"Well, you know," expostulated Dick, "I don't know as it's anybody's business. Everybody's got their own affairs to attend to."

"Oh yes! I know," said Anne. "It's never anybody's business to try to prevent such things, but it'll be everybody's business to throw stones at the girl very soon, if the man tires of her."

"I don't know about preventing," returned Dick; "she seemed pretty set on him herself. I think myself it's a pity. Here's the eggs from Mary Colton, Miss Hilton—three dozen," he added, as a diversion from the conversation, which he found more embarrassing than the sermon he had successfully avoided. With that he escaped from the chair with a jerk, scuffled his feet once or twice on the floor, took his cap out of his pocket, and ejaculated "Good-night."

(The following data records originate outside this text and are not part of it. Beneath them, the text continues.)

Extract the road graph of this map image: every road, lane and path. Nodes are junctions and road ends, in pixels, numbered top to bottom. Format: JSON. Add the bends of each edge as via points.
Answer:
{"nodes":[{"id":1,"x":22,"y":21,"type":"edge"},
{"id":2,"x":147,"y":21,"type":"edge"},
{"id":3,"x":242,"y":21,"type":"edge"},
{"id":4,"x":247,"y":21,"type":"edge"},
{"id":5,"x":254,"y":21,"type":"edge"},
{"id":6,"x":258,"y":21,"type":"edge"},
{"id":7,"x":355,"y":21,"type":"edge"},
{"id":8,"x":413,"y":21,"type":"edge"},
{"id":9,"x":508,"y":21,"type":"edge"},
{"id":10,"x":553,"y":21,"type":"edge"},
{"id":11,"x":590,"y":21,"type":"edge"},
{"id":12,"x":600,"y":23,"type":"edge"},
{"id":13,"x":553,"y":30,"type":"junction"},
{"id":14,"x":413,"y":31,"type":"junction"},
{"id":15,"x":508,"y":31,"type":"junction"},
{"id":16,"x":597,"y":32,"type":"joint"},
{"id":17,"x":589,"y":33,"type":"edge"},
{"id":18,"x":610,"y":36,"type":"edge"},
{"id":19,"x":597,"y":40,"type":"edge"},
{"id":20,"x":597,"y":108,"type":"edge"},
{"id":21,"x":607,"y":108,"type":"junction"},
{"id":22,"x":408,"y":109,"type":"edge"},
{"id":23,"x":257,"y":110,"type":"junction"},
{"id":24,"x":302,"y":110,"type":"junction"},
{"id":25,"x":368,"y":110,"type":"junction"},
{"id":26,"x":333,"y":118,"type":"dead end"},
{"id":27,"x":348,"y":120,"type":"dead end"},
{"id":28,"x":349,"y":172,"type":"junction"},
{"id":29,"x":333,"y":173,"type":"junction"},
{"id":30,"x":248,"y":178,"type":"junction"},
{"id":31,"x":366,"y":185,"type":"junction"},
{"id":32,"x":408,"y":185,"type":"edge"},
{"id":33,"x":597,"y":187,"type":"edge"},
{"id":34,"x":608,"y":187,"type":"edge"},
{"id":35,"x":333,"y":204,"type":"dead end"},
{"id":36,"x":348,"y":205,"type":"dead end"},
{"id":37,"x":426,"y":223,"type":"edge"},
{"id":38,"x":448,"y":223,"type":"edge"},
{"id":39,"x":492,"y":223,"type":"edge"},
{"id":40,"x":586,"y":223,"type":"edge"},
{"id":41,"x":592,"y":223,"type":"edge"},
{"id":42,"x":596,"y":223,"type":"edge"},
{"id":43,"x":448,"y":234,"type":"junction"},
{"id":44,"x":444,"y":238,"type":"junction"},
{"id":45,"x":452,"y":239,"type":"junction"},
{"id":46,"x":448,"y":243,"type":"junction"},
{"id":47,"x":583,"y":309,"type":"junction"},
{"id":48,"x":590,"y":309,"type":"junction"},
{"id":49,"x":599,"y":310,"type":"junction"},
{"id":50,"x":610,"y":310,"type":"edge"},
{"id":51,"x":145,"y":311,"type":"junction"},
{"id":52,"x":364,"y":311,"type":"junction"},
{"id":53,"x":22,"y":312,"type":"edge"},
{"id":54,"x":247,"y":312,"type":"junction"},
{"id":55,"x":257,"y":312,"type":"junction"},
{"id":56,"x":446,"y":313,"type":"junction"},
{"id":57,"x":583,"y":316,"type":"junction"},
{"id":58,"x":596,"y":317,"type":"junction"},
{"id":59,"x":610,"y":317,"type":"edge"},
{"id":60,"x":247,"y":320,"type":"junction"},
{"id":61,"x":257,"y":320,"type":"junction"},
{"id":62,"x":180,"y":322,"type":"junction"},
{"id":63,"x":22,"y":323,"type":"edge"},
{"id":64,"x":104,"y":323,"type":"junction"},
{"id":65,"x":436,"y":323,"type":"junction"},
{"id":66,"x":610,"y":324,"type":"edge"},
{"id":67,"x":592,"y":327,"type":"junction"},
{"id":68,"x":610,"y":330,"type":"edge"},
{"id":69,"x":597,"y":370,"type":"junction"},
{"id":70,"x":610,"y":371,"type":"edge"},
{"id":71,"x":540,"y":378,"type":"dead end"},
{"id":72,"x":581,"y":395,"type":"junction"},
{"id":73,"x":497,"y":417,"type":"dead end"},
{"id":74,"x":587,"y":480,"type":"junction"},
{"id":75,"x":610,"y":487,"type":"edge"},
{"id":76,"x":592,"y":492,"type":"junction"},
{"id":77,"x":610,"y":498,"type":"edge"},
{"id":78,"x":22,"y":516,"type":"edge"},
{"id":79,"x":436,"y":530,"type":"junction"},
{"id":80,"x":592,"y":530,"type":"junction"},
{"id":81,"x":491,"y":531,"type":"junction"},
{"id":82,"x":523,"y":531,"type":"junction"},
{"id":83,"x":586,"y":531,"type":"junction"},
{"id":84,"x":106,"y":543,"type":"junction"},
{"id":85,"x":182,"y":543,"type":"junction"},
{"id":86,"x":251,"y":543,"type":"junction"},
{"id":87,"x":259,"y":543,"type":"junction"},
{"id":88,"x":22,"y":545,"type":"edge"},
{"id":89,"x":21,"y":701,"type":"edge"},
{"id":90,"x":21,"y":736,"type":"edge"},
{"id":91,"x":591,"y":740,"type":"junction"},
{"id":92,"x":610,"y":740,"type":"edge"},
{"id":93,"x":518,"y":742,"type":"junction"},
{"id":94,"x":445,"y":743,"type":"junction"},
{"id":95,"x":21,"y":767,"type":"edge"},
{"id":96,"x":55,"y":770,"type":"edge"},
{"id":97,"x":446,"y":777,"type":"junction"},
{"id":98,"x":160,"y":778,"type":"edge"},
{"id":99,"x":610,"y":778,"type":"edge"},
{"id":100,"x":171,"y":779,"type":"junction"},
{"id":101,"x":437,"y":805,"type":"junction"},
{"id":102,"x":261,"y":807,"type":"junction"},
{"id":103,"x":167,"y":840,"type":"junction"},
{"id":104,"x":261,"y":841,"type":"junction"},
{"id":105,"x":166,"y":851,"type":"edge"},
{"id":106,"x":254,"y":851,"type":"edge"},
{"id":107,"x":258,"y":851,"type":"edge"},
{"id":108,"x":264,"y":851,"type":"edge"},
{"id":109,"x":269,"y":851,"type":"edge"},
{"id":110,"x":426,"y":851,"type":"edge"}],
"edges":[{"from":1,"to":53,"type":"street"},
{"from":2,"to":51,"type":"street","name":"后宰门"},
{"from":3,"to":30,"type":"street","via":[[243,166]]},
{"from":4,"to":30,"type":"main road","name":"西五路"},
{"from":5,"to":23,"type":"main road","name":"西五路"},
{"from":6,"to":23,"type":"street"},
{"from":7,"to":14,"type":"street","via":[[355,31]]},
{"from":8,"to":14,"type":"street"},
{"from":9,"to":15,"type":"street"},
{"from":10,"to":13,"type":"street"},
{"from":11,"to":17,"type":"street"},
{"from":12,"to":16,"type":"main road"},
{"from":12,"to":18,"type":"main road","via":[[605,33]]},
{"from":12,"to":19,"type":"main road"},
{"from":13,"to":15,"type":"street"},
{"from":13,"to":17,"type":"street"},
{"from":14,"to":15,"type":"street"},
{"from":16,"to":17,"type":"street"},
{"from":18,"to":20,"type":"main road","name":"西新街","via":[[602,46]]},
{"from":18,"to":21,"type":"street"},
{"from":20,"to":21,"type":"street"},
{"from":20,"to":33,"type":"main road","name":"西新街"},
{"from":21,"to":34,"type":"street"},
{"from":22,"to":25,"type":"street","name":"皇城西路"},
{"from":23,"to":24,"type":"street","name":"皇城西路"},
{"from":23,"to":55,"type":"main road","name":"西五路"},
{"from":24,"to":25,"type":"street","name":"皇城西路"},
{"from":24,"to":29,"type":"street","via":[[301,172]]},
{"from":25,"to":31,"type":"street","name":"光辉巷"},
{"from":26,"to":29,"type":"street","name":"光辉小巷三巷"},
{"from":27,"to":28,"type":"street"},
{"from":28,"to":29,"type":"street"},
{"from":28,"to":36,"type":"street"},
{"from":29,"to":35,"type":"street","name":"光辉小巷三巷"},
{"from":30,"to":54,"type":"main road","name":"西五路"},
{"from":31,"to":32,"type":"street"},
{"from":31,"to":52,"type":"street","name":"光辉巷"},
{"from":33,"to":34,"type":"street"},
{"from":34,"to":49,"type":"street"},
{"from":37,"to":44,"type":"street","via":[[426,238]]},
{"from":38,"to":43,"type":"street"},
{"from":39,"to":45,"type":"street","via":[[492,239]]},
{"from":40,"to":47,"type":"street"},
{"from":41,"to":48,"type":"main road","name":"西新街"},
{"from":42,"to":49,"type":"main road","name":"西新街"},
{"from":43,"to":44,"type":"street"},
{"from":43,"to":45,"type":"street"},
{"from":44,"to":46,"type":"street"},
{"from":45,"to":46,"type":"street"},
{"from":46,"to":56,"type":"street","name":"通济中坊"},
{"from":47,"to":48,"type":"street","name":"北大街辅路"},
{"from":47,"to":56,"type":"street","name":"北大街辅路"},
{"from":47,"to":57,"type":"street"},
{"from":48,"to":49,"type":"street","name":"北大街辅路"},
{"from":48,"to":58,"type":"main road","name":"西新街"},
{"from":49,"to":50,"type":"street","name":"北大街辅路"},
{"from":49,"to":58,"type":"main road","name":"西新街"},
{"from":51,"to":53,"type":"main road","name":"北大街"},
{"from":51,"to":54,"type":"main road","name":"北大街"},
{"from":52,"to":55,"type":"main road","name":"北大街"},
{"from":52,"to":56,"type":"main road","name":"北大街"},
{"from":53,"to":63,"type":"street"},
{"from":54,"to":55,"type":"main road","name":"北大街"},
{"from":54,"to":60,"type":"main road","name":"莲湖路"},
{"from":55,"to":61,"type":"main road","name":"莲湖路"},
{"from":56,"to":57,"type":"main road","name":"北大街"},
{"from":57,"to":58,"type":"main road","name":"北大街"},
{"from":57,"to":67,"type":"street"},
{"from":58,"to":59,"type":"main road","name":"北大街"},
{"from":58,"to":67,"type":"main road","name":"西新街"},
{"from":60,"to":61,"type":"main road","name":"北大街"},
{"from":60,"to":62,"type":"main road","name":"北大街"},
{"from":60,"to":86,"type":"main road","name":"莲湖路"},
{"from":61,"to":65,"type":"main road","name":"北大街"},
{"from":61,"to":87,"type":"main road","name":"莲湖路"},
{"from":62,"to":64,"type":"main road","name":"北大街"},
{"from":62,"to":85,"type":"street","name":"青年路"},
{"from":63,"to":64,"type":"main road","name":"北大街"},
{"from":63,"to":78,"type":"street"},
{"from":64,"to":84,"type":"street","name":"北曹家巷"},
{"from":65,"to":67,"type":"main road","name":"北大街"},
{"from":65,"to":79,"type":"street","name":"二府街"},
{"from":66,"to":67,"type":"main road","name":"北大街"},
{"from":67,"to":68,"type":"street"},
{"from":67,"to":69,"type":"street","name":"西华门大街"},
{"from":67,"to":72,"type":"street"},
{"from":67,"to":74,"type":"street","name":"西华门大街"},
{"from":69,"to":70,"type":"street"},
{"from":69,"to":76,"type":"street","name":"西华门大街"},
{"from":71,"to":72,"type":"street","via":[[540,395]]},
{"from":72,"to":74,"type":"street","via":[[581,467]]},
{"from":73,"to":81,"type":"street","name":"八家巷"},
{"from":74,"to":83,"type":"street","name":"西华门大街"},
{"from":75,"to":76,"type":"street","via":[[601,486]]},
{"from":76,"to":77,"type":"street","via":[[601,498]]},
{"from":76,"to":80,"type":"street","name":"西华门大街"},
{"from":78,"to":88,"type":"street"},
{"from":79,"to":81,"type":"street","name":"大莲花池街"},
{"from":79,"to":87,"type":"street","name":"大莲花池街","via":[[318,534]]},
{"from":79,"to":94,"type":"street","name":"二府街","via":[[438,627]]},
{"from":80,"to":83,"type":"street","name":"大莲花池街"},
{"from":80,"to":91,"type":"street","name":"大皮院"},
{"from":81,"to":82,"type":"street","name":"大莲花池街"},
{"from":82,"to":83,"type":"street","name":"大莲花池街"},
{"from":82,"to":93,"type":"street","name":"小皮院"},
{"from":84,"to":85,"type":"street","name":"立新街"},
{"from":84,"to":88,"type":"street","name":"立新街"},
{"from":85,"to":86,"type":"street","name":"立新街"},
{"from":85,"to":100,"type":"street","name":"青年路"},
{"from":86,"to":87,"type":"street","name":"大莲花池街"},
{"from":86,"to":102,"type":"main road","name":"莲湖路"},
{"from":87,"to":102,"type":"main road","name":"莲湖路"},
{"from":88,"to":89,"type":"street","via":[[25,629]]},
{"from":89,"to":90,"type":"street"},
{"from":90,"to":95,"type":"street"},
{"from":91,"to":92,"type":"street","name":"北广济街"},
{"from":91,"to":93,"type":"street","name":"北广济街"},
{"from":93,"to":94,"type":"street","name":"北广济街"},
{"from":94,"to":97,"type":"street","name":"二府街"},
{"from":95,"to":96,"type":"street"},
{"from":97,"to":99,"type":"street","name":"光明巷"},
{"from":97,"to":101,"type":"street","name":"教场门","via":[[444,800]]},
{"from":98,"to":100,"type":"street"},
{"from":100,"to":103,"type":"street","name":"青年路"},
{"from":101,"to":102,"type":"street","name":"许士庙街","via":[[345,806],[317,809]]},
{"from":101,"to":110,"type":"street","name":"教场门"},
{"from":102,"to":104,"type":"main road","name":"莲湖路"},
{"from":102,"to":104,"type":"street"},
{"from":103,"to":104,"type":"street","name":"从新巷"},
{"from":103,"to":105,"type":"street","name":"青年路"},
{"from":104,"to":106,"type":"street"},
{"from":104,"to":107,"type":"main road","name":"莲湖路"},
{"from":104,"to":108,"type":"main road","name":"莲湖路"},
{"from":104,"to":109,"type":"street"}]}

"Good-night," replied Anne, still preoccupied. "Thank you for bringing the eggs;" and she sat down with a slight groan.

"Why, it might be herself," reflected Dick, looking back at the dejected figure in the darkening room. Being a simple youth, he felt vaguely uncomfortable at the sight of such trouble over the doings of one who was no relation, and began to take a little blame to himself for thinking lightly of the girl's downfall.

"Well, she's very good," he concluded in his thoughts, "but she's peculiar;" and he tramped heavily through the yard into the lane.

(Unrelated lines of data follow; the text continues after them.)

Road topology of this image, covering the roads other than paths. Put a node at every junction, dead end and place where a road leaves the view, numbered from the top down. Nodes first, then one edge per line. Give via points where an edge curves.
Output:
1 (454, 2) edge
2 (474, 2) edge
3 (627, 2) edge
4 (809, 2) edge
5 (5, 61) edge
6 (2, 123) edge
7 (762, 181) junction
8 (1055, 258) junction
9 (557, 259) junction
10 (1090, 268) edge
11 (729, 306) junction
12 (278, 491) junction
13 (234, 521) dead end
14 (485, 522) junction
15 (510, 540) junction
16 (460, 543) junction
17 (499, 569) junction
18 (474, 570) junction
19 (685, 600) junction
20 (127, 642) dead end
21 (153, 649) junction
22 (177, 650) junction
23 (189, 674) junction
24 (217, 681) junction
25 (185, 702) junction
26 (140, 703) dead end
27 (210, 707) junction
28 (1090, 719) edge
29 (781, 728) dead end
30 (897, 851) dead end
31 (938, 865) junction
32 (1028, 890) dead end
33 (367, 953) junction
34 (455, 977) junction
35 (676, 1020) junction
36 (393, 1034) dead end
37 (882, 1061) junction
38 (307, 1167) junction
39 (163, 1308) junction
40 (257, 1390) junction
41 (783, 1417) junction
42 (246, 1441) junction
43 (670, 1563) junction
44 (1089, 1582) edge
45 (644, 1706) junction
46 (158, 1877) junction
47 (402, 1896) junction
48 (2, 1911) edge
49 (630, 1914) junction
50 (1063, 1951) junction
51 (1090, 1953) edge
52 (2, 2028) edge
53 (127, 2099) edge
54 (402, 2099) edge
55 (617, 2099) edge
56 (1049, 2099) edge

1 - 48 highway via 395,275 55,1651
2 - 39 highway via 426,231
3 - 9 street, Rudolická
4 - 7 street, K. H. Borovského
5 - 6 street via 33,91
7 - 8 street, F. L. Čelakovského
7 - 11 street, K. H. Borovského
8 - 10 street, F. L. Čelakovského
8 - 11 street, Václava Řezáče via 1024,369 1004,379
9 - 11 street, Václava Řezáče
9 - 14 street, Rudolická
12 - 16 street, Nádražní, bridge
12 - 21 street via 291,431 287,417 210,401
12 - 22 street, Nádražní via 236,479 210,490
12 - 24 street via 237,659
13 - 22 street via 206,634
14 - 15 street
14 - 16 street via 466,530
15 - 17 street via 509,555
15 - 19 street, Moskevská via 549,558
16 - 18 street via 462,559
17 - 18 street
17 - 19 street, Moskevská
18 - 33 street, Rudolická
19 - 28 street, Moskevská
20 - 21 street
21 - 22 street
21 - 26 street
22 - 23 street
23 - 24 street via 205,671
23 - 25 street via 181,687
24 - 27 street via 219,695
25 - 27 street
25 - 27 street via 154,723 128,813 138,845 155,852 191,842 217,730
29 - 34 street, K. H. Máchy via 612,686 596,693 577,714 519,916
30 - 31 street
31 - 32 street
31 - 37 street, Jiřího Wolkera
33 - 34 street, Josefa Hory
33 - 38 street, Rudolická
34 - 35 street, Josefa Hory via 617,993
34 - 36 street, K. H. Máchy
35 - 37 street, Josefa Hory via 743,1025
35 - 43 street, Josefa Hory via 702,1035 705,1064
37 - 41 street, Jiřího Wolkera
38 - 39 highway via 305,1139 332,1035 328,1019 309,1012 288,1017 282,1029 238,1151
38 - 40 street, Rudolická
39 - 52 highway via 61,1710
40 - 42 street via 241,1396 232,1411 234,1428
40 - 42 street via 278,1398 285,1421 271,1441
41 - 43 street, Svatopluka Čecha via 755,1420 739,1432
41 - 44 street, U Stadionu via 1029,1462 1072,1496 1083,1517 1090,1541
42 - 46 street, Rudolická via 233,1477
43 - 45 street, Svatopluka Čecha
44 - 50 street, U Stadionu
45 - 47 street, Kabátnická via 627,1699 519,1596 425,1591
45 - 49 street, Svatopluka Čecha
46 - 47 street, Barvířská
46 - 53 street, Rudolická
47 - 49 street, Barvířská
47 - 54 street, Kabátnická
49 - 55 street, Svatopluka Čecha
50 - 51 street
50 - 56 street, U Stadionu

Anne did not stir. She was so shocked that her bodily faculties seemed to have ceased, and her mind to have remained sorrowing and awake. This lapse was even worse than that of Sir Richard's son, because it seemed irretrievable. Then, too, it had happened before she knew anything about it, whereas, in the other case, she had been active, and able to expostulate and screen the young man's fall. And then, too, there was the surprise of a middle-aged woman at the lapses of "young, strong people," just as, if one of more maturity had fallen, the comment of the young would have been equally certain, "an old thing like her."

To Anne, whose temptations were of the kind that betray rather than assault, all faults of the flesh seemed of equal gravity—a man's gluttony or drunkenness, or a woman's misdemeanour. The one did not shock her more than the other. She thought of her old friend, the grandmother who had brought up the girls, denying herself sleep and ease that they might not run wild as many girls do, but might grow up girls of good character. Since the grandmother died, Jane, who was young and pretty, had tried to support herself. Anne did not know Richard Burton, but he was older and a "married man," which, of itself, implied responsibility to her mind. With the passion for justice, in which her intellectual faculties found material for exercise, she declared that Burton must be more to blame than Jane. He had money and position in the country-side. But equally as he was more to blame he would be less blamed. No one would dare to tell him he was wrong. They would wait, stone in hand, for the girl who had been a child among them, and when she was forsaken and alone would throw and strike. Anne lived apart, but she knew that. "It will be visited on the girl," she thought; and indignation at Richard Burton rose steadily in her thoughts.

After a while she stirred, and, lighting a candle, slowly stooped and raised the lid of the bread-mug. Pulling out half a loaf, she cut a thick piece for supper. She ate it slowly, with a piece of cold bacon, then, taking the candle, her shadow growing gigantic behind her, she fastened the door without looking outside, and climbed the stairs, heavily and sorrowfully, to her solitary bedroom, her shadow with one jerk filling the whole room.